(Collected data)
══════════

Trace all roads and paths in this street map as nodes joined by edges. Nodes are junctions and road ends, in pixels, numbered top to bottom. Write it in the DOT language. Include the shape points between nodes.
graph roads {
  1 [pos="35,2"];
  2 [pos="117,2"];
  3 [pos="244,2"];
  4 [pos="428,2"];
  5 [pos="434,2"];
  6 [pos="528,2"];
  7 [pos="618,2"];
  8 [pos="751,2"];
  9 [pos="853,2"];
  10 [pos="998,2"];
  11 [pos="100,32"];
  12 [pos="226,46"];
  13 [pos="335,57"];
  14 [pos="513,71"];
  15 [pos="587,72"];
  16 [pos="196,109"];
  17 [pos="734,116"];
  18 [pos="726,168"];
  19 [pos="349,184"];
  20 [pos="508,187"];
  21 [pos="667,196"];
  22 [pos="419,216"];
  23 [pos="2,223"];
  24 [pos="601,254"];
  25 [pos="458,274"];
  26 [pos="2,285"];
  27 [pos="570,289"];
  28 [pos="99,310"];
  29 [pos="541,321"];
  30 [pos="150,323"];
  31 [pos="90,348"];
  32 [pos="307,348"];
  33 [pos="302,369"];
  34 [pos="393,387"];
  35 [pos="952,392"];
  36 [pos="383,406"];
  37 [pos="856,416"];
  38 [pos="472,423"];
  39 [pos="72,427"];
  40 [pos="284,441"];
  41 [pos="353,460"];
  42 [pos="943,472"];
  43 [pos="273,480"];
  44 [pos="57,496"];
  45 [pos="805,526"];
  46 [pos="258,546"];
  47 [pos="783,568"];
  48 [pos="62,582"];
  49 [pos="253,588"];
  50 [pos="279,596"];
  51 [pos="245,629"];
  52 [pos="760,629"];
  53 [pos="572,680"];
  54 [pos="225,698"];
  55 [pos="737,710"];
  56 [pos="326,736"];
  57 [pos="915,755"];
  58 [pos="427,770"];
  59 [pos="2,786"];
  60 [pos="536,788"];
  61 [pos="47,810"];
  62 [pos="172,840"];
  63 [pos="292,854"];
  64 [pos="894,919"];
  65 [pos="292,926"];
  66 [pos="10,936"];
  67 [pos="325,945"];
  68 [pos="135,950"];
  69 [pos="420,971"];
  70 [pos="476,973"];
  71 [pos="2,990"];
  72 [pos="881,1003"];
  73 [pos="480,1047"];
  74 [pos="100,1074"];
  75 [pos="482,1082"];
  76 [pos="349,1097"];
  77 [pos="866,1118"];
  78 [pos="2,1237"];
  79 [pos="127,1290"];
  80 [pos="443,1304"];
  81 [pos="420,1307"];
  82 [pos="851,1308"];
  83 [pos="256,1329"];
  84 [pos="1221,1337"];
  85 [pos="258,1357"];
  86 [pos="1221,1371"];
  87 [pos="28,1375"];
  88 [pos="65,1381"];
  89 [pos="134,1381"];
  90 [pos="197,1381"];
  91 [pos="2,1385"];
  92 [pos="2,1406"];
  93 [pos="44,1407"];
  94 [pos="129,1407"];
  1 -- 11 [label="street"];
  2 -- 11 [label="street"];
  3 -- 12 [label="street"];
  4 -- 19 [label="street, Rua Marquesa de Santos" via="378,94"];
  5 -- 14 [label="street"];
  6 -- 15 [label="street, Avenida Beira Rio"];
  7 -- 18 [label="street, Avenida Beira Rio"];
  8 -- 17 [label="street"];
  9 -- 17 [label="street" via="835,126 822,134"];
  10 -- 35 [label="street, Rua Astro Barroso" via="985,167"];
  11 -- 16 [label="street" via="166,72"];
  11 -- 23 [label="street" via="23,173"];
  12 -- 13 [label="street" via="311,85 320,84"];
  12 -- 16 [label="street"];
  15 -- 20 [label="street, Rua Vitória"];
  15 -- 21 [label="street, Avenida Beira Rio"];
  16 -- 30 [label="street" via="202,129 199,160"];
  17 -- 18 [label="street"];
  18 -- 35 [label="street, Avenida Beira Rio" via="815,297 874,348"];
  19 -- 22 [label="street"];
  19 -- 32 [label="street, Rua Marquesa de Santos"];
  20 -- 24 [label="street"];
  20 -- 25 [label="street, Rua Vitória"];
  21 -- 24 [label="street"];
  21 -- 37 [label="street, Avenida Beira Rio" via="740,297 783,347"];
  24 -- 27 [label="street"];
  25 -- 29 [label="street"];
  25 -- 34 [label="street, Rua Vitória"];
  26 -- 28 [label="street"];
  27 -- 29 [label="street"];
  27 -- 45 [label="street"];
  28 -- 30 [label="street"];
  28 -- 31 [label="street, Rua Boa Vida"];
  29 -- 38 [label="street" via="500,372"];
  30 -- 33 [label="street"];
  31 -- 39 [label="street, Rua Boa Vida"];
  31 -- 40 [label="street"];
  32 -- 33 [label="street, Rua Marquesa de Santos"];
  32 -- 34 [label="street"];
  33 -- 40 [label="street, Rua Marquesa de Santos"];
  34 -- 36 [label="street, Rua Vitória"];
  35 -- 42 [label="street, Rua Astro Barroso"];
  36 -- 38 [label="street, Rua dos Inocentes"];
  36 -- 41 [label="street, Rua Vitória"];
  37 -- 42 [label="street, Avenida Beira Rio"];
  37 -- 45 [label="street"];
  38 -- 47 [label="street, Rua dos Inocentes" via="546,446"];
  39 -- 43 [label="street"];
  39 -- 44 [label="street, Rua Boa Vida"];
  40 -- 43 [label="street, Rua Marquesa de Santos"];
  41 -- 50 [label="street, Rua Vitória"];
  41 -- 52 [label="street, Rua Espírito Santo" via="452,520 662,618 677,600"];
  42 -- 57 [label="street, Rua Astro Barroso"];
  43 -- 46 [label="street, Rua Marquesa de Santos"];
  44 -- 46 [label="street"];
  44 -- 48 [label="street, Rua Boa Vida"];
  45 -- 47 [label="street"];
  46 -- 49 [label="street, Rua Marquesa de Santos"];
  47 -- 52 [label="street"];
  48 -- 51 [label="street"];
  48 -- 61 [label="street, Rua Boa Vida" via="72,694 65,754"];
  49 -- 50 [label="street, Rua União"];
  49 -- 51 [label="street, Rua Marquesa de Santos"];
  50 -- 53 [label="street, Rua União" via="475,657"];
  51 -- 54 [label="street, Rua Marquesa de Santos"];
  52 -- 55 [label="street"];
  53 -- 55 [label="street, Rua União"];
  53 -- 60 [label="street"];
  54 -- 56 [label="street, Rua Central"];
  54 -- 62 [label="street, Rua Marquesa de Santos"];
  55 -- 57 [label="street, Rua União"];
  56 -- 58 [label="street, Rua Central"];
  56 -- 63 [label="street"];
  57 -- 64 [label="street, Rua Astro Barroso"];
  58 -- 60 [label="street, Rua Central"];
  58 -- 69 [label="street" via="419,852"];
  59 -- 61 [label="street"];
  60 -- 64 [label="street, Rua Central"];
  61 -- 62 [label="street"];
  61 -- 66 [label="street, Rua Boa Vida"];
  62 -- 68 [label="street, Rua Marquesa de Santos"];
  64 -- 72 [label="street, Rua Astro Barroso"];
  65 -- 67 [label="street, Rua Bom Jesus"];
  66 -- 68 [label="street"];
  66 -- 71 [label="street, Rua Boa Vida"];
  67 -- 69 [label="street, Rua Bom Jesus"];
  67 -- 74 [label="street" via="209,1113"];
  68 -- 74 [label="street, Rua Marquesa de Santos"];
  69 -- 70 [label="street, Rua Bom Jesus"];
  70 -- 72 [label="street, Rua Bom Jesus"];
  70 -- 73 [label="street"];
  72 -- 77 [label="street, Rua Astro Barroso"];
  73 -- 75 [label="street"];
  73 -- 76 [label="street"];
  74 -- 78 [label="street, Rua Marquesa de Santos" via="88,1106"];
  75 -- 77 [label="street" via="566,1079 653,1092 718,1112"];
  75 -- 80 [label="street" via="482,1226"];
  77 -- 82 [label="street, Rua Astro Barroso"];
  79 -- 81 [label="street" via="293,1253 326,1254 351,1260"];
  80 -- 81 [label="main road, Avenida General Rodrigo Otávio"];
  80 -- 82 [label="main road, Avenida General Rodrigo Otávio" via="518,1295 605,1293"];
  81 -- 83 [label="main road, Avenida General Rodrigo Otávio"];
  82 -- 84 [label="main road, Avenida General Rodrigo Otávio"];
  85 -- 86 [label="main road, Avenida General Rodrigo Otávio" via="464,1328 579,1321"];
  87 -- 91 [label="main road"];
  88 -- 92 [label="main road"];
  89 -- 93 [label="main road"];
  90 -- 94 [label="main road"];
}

══════════

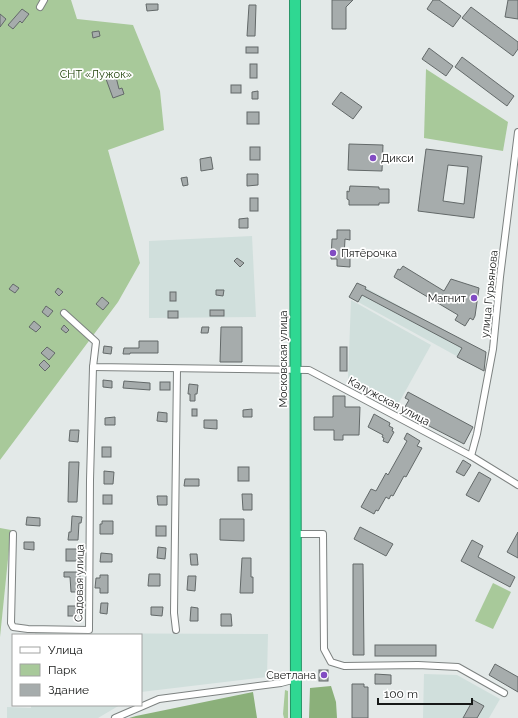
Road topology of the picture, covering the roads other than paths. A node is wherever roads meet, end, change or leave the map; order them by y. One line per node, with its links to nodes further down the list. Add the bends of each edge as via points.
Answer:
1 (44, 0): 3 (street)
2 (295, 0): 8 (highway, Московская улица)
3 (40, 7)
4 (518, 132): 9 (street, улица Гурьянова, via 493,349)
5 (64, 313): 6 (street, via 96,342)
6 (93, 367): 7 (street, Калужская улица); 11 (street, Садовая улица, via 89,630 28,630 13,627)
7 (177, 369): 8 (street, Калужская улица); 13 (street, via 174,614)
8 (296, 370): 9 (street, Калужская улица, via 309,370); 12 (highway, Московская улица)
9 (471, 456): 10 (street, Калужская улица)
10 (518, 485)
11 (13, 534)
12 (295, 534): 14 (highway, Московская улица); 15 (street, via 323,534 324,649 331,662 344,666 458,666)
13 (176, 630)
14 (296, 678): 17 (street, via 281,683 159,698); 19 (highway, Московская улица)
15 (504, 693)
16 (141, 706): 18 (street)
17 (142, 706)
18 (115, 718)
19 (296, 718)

══════════

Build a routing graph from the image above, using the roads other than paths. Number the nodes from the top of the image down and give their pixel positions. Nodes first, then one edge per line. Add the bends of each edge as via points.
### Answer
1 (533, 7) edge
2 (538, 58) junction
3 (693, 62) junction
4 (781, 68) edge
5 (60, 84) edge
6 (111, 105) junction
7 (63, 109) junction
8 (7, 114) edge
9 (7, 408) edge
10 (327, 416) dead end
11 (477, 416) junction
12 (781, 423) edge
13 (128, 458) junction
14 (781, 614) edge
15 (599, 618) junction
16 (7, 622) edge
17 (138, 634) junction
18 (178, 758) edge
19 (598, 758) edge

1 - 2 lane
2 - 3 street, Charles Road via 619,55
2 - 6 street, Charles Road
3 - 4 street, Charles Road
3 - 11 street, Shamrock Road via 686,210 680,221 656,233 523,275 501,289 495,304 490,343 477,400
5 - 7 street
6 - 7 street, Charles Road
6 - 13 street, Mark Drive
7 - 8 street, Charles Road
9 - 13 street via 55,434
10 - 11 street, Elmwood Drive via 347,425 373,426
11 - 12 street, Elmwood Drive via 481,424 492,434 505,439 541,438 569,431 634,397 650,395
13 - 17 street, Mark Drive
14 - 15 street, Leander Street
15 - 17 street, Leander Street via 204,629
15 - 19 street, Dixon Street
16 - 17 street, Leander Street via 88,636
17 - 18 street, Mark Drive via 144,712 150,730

══════════

Problem statement — Return every line of the entries above that the string "other" appears in.

Solution to the exercise —
Road topology of the picture, covering the roads other than paths. A node is wherever roads meet, end, change or leave the map; order them by y. One line per node, with its links to nodes further down the list. Add the bends of each edge as via points.
Build a routing graph from the image above, using the roads other than paths. Number the nodes from the top of the image down and give their pixel positions. Nodes first, then one edge per line. Add the bends of each edge as via points.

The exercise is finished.